Joshua's Choice
Joshua 24:15
And if it seem evil to you to serve the LORD, choose you this day whom you will serve…


I. If we attend to the writings of some, and the manners of more, in the present age, WE SHALL BE LED TO THINK THAT WE ARE NOT TO SERVE EITHER GOD OR MAN; in a word, that we are born free and independent. Why, we should not live six hours after our birth in such a state. From the first moment in which we see light, we depend, for preservation and support on the good offices of those around us; they depend on others, and all on God. Man being thus dependent, it is but reasonable that he should acknowledge such dependence, and that he should serve.

II. WHOM he should serve. For, as the apostle has remarked, "there are gods many and lords many," who, in different ages, have obtained the homage of mankind. The oldest and first idolaters worshipped the powers of nature instead of the God of nature. The world, with its fashions and its follies, its principles and its practices, has been proposed in form to Englishmen as the proper object of their attention and devotion. A late celebrated nobleman has avowed as much with respect to himself, and by his writings said in effect to it, "Save me, for thou art my god!" At the close of life, however, his god, he found, was about to forsake him, and therefore was forsaken by him. "I have run," says this man of the world, "the silly rounds of business and pleasure, and have done with them all. I have enjoyed all the pleasures of the world, and, consequently, know their futility, and do not regret their loss. I think of nothing but killing time the best I can now he has become mine enemy. It is my resolution to sleep in the carriage during the remainder of the journey." When a Christian priest speaks slightingly of the world he is supposed to do it in the way of his profession, and to decry, through envy, the pleasures he is forbidden to taste. But here, I think, you have the testimony of a witness every way competent.

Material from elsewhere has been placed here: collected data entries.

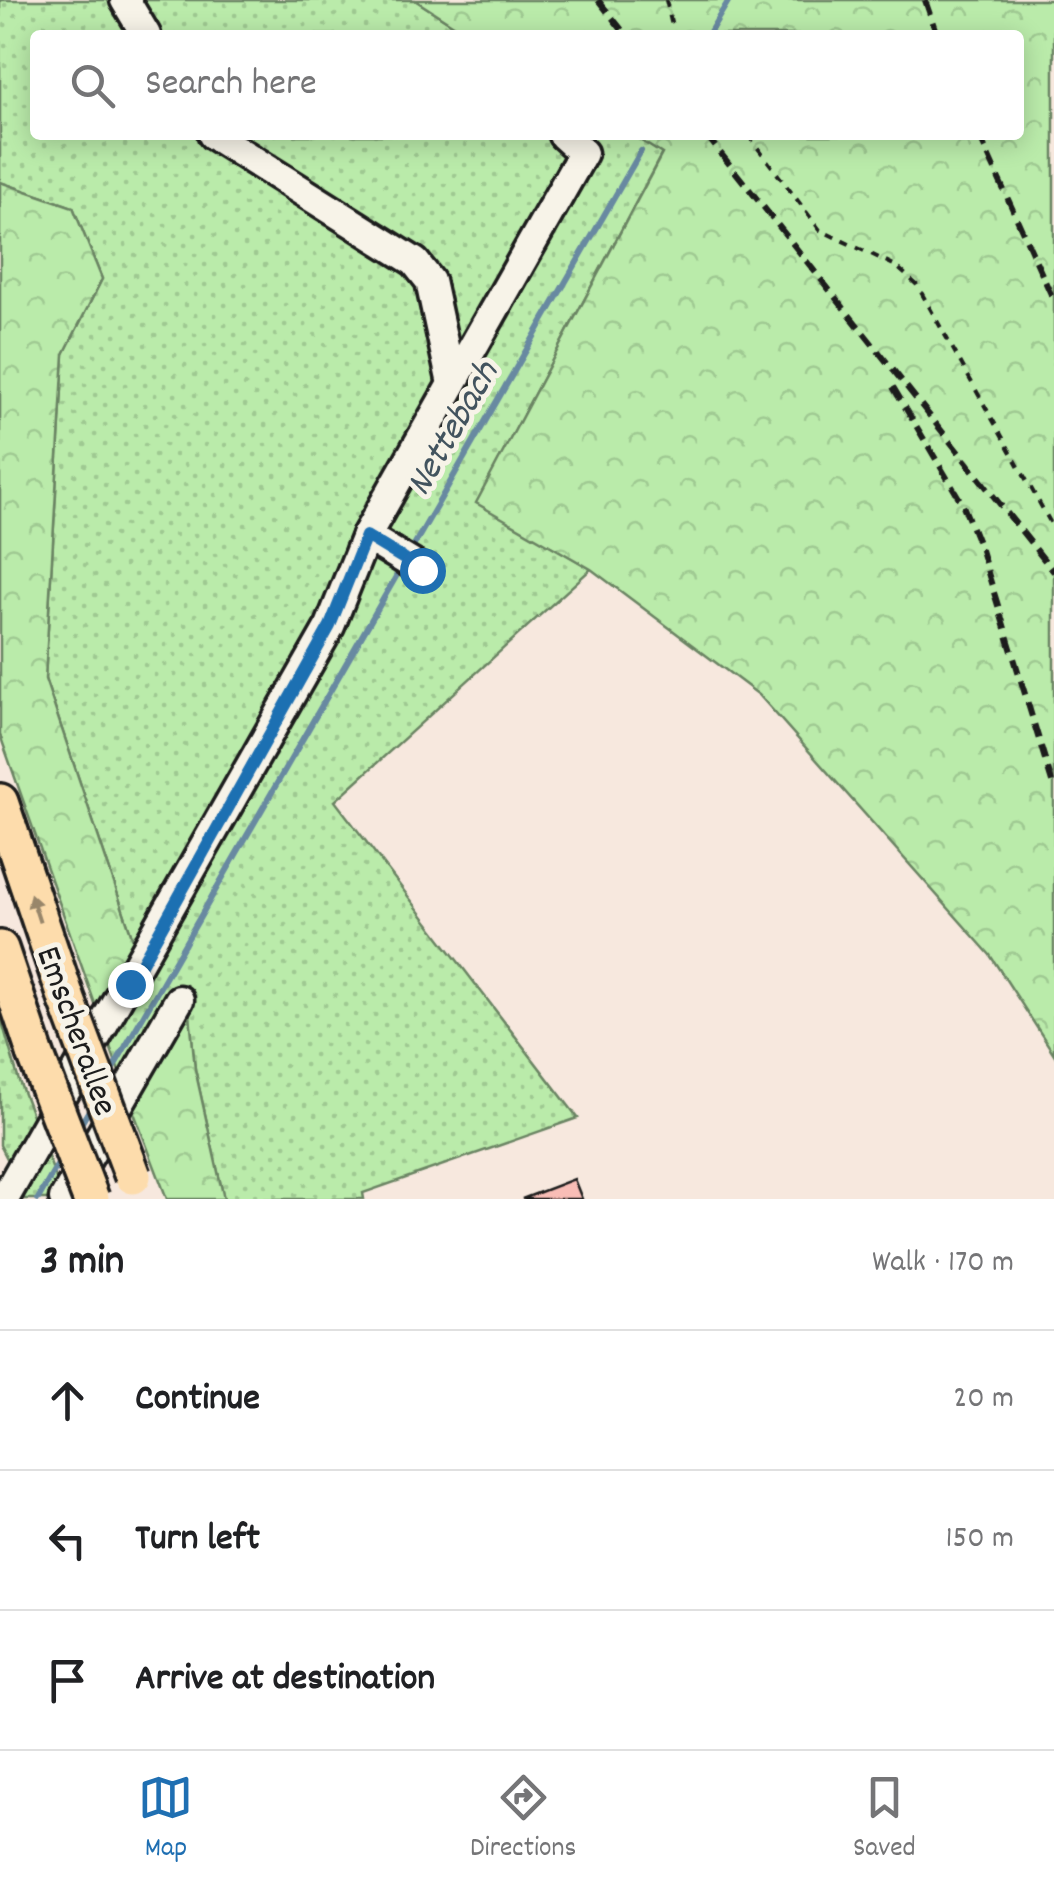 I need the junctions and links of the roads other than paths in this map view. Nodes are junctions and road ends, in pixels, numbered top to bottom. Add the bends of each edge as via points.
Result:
1 (126, 0) edge
2 (143, 30) edge
3 (221, 140) edge
4 (569, 140) edge
5 (452, 384) junction
6 (366, 536) junction
7 (422, 570) dead end
8 (0, 802) edge
9 (0, 949) edge
10 (179, 1000) dead end
11 (138, 1188) edge
12 (4, 1199) edge
13 (64, 1199) edge
14 (91, 1199) edge

1 - 2 lane
3 - 5 lane via 415,262 430,281
4 - 5 lane via 583,153
5 - 6 lane
6 - 7 lane
6 - 12 lane via 330,626
11 -> 8 main road, Emscherallee, bridge
9 - 14 main road, Emscherallee, bridge
10 - 13 lane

III. How WE ARE TO SERVE GOD. A concise way of coming at this will be, to reflect upon the qualifications you require in a good servant, and to see that they be found in yourselves, considered as the servants of God. These qualifications may all be reduced to two — that he be careful to know the will of his master and diligent to do it. In our inquiries after the will of God we are often apt to be partial. We inquire after only such parts of it as may happen to coincide with our circumstances, our situation, our tempers, our constitutions, our interests. But there are no reserves in St. Paul's question: "Lord, what wilt Thou have me to do?" Whatever it may be, whatever the difficulties, whatever the consequences, I am ready. There is yet a different error in the conduct of men. It is when they employ themselves to discover the obligations and the failings of others, entirely forgetful of their own. The last mistake that shall be mentioned, relative to our inquiries after the will of God, is, when we make those inquiries as matter of speculation only, as an amusement of the mind.

(Bp. Horne.)



Parallel Verses
KJV: And if it seem evil unto you to serve the LORD, choose you this day whom ye will serve; whether the gods which your fathers served that were on the other side of the flood, or the gods of the Amorites, in whose land ye dwell: but as for me and my house, we will serve the LORD.

WEB: If it seems evil to you to serve Yahweh, choose this day whom you will serve; whether the gods which your fathers served that were beyond the River, or the gods of the Amorites, in whose land you dwell: but as for me and my house, we will serve Yahweh."